Salon Meritage Killings: Orange County DA won't use recordings from jailhouse informant (Update)

A memorial bench sits between the Salon Meritage and Patty's Place and remembers several of the victims of the brutal shooting.
A memorial bench sits between the Salon Meritage and Patty's Place and remembers several of the victims of the brutal shooting.
Ashley Myers-Turner/KPCC

The Orange County District Attorney's Office said Wednesday it will continue to seek the death penalty against the man accused in the county's worst mass killing, despite problems with some of the evidence collected against him. 

Prosecutors said in a court hearing this week that they will no longer use secretly recorded conversations between a jailhouse informant and Scott Dekraai, the man charged with killing eight people in a 2011 rampage at a Seal Beach hair salon.

Deputy District Attorney Howard Gundy made the announcement during an evidentiary hearing in which Dekraai's attorney has called the use of the informant and the recordings a violation of Dekraai's constitutional rights. 

Assistant public defender Scott Sanders has asked Superior Court Judge Thomas M. Goethals to remove the OCDA as the prosecuting agency in the case and to withhold the death penalty as an option.

RELATED: Salon Meritage Killings: Judge splits massacre trial into 2 phases

Sanders said in an email to The Associated Press on Tuesday night that the DA's decision not to use the tapes was "a pretty stunning series of events."  For two-and-a-half years, Sanders said, the Orange County District Attorney's Office has denied any wrongdoing and accused the defense of frivolous motions and delays.

Susan Kang Schroeder, Chief of Staff for Orange County DA Tony Rackauckas, said the decision to not use the evidence collected from the informant did not mean prosecutors are conceding there was a constitutional violation of Dekraai's rights.
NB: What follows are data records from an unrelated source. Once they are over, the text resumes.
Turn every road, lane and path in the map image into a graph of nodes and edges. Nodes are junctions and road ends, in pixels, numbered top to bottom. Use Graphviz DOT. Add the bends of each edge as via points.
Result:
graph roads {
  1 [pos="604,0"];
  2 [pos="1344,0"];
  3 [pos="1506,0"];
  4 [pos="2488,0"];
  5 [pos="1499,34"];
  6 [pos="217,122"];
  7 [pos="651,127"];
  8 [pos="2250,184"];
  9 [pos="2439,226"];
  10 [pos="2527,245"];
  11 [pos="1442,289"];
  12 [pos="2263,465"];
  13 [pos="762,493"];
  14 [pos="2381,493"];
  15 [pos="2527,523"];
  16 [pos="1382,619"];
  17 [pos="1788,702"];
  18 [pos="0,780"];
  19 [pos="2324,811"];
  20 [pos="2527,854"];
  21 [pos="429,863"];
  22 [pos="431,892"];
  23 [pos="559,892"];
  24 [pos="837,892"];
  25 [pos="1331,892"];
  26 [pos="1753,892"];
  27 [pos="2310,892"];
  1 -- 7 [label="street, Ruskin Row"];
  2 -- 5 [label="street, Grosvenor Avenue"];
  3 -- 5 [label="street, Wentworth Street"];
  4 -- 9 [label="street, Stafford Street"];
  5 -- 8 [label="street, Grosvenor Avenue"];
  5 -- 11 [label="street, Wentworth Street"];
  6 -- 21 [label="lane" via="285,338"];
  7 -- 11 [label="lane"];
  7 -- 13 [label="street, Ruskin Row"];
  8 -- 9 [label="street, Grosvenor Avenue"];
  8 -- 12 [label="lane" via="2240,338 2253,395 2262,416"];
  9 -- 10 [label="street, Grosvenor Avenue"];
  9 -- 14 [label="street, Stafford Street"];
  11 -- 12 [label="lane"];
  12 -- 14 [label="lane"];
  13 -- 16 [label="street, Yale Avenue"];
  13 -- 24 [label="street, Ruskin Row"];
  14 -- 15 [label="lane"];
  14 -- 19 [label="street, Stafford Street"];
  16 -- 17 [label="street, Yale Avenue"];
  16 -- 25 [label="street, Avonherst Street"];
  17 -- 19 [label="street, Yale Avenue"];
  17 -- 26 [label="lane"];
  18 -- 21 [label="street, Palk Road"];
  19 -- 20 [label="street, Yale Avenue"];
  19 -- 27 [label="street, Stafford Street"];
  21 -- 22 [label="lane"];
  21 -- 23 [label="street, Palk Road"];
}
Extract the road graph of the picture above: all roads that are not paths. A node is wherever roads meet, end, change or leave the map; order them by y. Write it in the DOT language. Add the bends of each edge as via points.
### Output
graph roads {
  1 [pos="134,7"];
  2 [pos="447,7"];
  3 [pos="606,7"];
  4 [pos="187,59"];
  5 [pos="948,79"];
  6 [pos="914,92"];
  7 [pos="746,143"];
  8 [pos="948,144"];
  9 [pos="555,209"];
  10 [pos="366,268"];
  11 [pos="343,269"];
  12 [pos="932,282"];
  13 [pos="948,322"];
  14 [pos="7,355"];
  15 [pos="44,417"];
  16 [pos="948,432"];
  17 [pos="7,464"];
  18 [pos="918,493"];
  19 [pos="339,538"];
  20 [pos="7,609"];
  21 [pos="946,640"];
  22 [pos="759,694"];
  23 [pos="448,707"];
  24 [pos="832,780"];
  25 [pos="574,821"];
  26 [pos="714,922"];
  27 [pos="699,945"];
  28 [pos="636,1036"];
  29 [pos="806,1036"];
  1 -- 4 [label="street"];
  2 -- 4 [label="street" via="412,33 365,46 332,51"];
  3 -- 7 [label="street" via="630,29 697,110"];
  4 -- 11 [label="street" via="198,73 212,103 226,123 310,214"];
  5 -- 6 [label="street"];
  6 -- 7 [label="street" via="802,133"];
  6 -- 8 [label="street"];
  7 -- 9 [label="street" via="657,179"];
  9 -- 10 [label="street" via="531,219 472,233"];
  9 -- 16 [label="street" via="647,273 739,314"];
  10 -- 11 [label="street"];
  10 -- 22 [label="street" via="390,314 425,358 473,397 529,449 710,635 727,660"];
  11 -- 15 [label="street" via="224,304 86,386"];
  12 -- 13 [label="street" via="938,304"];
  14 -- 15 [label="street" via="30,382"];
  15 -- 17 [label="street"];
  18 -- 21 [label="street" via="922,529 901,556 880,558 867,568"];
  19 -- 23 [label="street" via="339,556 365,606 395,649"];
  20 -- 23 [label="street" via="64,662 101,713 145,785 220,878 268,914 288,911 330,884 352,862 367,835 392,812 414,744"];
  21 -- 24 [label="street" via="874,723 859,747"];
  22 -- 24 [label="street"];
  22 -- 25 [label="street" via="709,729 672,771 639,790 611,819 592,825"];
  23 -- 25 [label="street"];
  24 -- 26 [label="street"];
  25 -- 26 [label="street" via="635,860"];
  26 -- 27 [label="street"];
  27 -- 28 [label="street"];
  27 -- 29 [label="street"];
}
Dekraai's jailhouse statements, recorded by the Orange County Sheriff's Department during hundreds of hours of conversations between Dekraai and informant Fernando Perez, had been expected to be a key part of prosecutors' push for the death penalty.
Sanders alleged that prosecutors used informants to improperly interrogate suspects in Dekraai's and many other cases, prompting Judge Goethals to hold unusual special hearings into the procedures of the Sheriff's Department and the district attorney.
Jailhouse informants can offer up information to authorities, but they are not allowed to actively question suspects who have lawyers or who have requested legal representation.
Perez, a former gang member, testified that the authorities who oversaw his informant activities in the jail told him not to actively question inmates. But Perez said authorities told him that if inmates confessed to him, he could write down what they said.
"People like to brag about their cases," Perez testified.
Sanders was seeking to have the death penalty thrown out in the case and to have the district attorney's office recuse itself, a move he says he'll still pursue, but it was not immediately clear what effect the prosecutors' concession would have on the requests.
Dekraai is charged with killing his ex-wife and seven others at a Seal Beach salon. His oft-delayed trial is scheduled to start June 9.